Sırtında kapşonlu kalın bir parka olan çocuk bu kez Sadettin Teksoy edasında sordu?
"Kaç çocuğunuz var?"
"Ne çocuğu kardeşim ben boğazıma zor bakıyorum!" diye çıkıştım...
Ama bir kere insan ciddiyetini kaybetmeyi görsün...
Arkamdan bağırdı, "Yarın da buradayız, yine bekleriz!.."
Fırına girdim, in cin top oynuyor...
"Hey kimse yok mu?" diye bağırdım...
Kasiyer kız tezgahın arkasından ses verdi...
"Buradayım!.."
"Yani fırına giren açları hırsızlığa teşvik ediyorsunuz. Karnım aç param da yoksa kimse görmüyor diye canımın çektiğini alır giderim" sözleriyle takıldım..
Nihayet her şey bitmiş evin yolunu tutmuştum... Üstelik sparişlerde eksik yok, fazla vardı...

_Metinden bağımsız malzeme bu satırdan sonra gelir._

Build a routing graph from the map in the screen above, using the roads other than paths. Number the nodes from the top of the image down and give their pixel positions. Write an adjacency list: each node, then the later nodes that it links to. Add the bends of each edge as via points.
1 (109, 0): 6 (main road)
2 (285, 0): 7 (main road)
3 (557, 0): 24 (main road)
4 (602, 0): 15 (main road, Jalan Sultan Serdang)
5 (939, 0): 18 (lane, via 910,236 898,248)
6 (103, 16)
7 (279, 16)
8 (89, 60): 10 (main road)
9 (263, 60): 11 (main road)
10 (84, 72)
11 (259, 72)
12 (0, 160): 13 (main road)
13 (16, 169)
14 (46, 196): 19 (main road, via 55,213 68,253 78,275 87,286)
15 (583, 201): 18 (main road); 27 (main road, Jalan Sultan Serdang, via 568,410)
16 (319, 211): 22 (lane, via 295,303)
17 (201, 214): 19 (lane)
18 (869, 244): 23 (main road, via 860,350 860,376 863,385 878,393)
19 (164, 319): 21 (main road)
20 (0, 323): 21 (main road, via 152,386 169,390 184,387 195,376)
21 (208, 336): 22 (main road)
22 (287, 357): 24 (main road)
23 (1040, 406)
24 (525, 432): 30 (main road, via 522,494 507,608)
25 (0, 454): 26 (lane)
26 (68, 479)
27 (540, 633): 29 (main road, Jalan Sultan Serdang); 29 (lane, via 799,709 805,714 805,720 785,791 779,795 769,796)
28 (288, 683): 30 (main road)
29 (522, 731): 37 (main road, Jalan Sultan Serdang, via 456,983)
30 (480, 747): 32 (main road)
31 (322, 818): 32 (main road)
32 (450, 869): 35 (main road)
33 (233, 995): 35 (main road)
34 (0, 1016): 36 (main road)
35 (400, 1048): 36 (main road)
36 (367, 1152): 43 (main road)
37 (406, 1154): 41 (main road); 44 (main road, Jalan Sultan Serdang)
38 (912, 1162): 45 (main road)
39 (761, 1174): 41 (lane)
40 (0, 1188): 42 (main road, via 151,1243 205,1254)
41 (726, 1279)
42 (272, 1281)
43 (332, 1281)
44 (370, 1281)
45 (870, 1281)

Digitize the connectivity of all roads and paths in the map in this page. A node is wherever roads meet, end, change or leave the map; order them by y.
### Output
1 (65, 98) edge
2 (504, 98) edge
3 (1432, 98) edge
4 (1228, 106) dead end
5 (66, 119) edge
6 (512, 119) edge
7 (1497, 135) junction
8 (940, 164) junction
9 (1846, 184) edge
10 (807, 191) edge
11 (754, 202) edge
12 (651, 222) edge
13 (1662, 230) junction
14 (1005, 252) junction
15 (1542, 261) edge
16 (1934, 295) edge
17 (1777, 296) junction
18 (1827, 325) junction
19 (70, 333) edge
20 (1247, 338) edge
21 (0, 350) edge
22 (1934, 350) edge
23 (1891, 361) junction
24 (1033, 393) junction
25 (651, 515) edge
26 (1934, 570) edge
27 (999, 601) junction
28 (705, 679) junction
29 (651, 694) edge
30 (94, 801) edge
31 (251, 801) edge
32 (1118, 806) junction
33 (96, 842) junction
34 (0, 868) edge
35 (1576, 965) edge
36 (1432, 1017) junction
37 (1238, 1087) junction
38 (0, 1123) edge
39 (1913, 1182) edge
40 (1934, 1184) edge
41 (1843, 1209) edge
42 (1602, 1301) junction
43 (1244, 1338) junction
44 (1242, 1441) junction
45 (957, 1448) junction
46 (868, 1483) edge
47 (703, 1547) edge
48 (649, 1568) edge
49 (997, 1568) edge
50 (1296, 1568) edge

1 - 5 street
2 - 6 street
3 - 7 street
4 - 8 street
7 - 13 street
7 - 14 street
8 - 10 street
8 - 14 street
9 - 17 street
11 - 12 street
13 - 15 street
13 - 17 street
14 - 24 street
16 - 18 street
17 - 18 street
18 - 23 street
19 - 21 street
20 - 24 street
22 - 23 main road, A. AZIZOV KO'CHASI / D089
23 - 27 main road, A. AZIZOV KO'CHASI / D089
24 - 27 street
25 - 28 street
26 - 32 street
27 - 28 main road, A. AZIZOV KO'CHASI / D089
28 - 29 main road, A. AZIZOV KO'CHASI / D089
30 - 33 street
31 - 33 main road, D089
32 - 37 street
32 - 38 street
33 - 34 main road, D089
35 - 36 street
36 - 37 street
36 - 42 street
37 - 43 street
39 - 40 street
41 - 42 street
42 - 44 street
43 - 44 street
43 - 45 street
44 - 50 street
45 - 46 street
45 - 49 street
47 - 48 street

Ama bana kapıyı açan eşimin ayaklarının altında zebellah gibi duran çöp poşetini görünce yıkıldım...
Bugün çöp günüydü...
Bu 6 katı tekrar aşağıya inip dönmem anlamına geliyordu...
Güya nişanlıyken çöp atan bir kadının haline üzülmüş de, "Ben eşime çöp attırmam" demişim...
Valla hatırlamıyorum ve senaryo olduğundan kuşkulanıyorum...
Ama her seferinde çöpü atmamak için kıvırtmaya kalksam bunu hatırlatıyor...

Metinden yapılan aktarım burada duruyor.